Tan also hoped for a review on taxes, saying: "The fact that you have accumulated huge surpluses every year... is excess of revenue over expenditure. So by having more revenue than necessary to finance government service, you are overtaxing the people. I think that's wrong."

Tan called for a minimum wage in Singapore, saying that not having one would be "unconscionable." He also said the government's "hard-nosed approach" had left some Singaporeans behind: "Whoever wants a job will get a job, whoever works enough will have a good living – that's not true. There are people who, despite all that they do, cannot make it in life here."

His campaign symbol (which is printed on the ballots) was a heart, which he said represents "empathy and compassion."

===Eligibility===
Doubts were initially raised over his eligibility as a presidential candidate as he did not meet the criterion of being the chief executive officer of a Singapore company with a paid-up capital of S$100 million. Tan said he was CEO with the title of regional managing director of AIB Govett Asia which managed total assets in excess of S$100 million which, in his view, would make it equivalent to managing a company with a paid-up capital of S$100 million.

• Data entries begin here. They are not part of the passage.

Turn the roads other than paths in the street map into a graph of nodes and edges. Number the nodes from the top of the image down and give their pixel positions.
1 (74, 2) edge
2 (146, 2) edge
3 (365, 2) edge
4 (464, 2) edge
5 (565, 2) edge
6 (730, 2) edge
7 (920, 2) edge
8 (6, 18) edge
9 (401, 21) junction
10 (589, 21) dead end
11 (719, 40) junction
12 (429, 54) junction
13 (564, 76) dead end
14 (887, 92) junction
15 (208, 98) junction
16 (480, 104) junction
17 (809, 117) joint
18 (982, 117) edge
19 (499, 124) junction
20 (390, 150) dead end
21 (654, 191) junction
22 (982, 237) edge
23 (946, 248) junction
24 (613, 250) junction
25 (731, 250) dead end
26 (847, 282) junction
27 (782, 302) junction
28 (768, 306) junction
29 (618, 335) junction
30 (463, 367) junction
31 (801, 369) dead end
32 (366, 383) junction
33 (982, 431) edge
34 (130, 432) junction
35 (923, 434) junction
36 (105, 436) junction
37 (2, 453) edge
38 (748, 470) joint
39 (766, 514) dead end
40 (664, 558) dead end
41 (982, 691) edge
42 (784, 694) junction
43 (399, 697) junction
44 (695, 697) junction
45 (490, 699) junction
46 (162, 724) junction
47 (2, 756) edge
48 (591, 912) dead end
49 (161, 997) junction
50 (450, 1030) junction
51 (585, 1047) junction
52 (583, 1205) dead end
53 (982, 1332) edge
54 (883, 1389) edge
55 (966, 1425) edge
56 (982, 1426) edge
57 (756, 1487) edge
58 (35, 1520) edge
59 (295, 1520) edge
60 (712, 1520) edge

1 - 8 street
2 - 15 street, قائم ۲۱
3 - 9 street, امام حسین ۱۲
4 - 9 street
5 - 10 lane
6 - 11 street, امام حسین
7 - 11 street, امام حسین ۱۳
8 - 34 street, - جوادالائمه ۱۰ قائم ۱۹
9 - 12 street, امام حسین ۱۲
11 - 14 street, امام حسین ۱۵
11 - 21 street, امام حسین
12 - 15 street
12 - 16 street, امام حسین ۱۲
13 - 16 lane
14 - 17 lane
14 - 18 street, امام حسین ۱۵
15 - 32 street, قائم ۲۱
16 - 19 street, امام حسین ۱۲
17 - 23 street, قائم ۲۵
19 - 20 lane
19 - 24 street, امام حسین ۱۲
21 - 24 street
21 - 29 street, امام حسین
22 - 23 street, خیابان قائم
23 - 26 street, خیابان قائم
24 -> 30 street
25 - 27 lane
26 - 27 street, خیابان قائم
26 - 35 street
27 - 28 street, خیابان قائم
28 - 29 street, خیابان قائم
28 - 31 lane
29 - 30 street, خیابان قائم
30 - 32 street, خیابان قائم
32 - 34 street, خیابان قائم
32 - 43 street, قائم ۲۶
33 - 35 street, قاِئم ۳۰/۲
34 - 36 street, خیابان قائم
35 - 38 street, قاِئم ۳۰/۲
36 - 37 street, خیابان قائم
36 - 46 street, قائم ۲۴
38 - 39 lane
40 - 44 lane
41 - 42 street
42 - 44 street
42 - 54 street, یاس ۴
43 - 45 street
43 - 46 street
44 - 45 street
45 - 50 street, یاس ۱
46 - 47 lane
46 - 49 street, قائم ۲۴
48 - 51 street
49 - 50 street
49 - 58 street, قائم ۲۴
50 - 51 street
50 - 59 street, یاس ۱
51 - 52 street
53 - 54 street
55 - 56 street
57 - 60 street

He also pointed out that he had met the alternate criterion of having served for not less than three years in "any other similar or comparable position of seniority and responsibility in any other organisation or department of equivalent size or complexity in the public or private sector."

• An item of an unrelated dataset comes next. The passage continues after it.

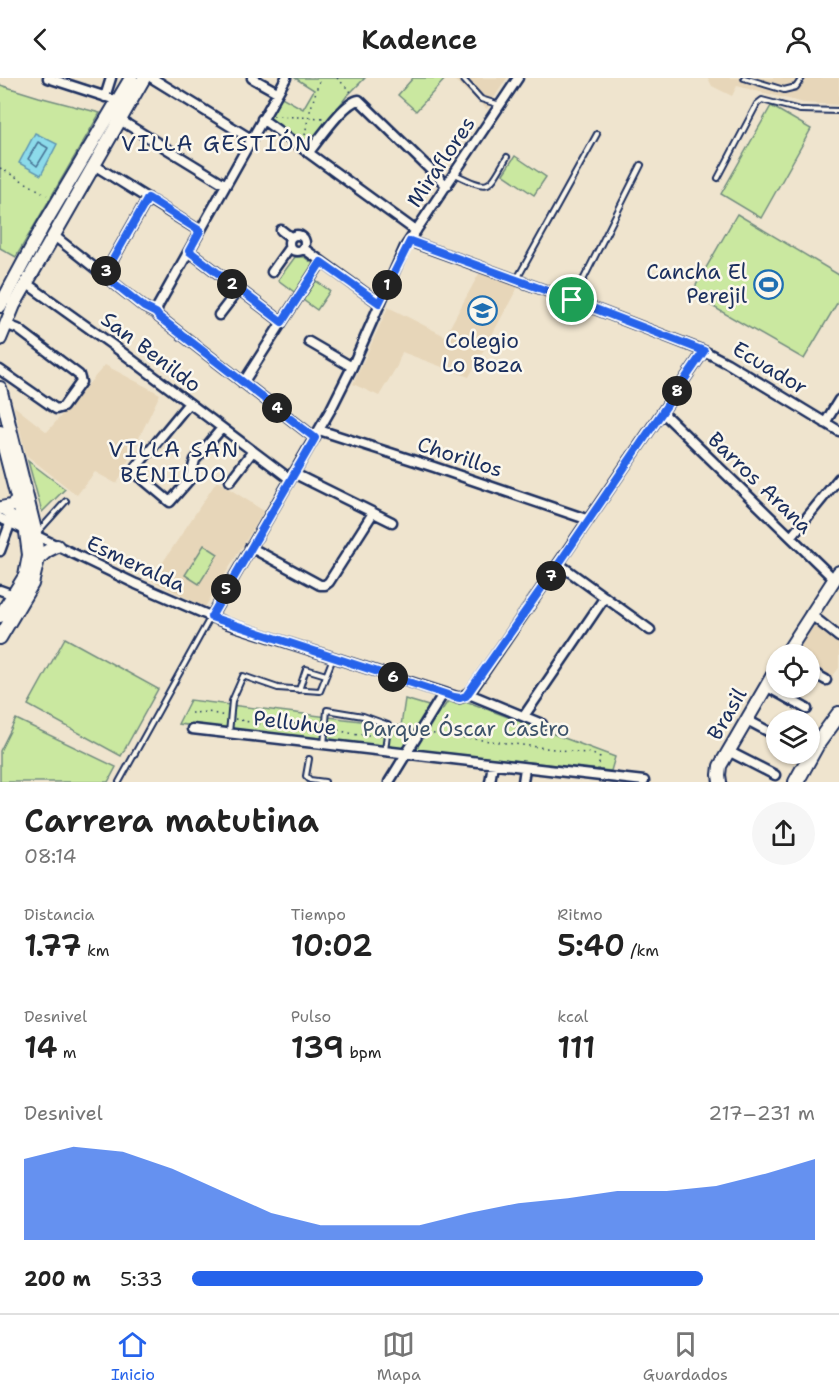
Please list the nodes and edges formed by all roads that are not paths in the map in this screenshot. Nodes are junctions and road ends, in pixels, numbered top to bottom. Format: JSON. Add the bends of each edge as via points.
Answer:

He submitted his application to the Elections Department on 4 August under the latter criterion and was awarded a certificate of eligibility (COE) a week later, along with Tony Tan, Tan Cheng Bock and Tan Kin Lian. The awarding of the COE to Tan Jee Say was seen as a liberal interpretation of the eligibility criteria by the Presidential Elections Committee.

===Campaign===

Tan was the only eligible candidate with no previous ties to the PAP. He is regarded as the most partisan candidate having participated in a general election under the SDP. His bid was endorsed by opposition politicians Nicole Seah, Vincent Wijeysingha, Jeanette Chong-Aruldoss, Steve Chia, and candidate-hopeful Andrew Kuan (who was not awarded a COE).

His interpretation of the president's role was challenged by Law Minister K. Shanmugam, who pointed out that the president acts only on the advice of the government and has veto power only in specific areas. Nonetheless, Tan persists on the president's check and balance role, and described the office as "a centre of moral power" rather than "a second centre of executive power."

Political pundits suggested that among Tan Jee Say, Tan Cheng Bock and Tan Kin Lian, two candidates should withdraw to facilitate a straight contest between one of them and Tony Tan, who was widely seen as the leading candidate. On 12 August, Tan Jee Say said he wouldn't back out of the contest.

Also on 12 August, Tony Tan said it would be a "grave mistake" to phase out manufacturing in Singapore. During nomination day, his supporters jeered at Tony Tan. Tan Jee Say later acknowledged that their actions were "not the correct way to conduct our campaign."

During a forum hosted by The Online Citizen attended by all four candidates on 19 August, Tan Jee Say got into a heated exchange with Tony Tan over the Internal Security Act (ISA), which allows the government to detain people without trial. Tan Jee Say said that the law has been used to detain political opponents of the government, which drew a pointed response from Tony Tan, who labelled it a "very serious charge" and asked the former to back it up. Tan Jee Say shot back: "The people who have been detained have opposed the government. That's what I'm saying," before he was interjected by the moderator.

===Result===
Tan garnered 25.04% of the vote, behind Tan Cheng Bock's 34.85% and Tony Tan's 35.20% of the vote. Reflecting on the result, Tan conceded that his "confrontational" image may have contributed to his defeat.

After losing the presidential election, Tan declined to join any political party, and announced that he would focus on forming a coalition of opposition parties to contest the next general election. His proposal was welcomed by the Singapore People's Party, National Solidarity Party, and Reform Party.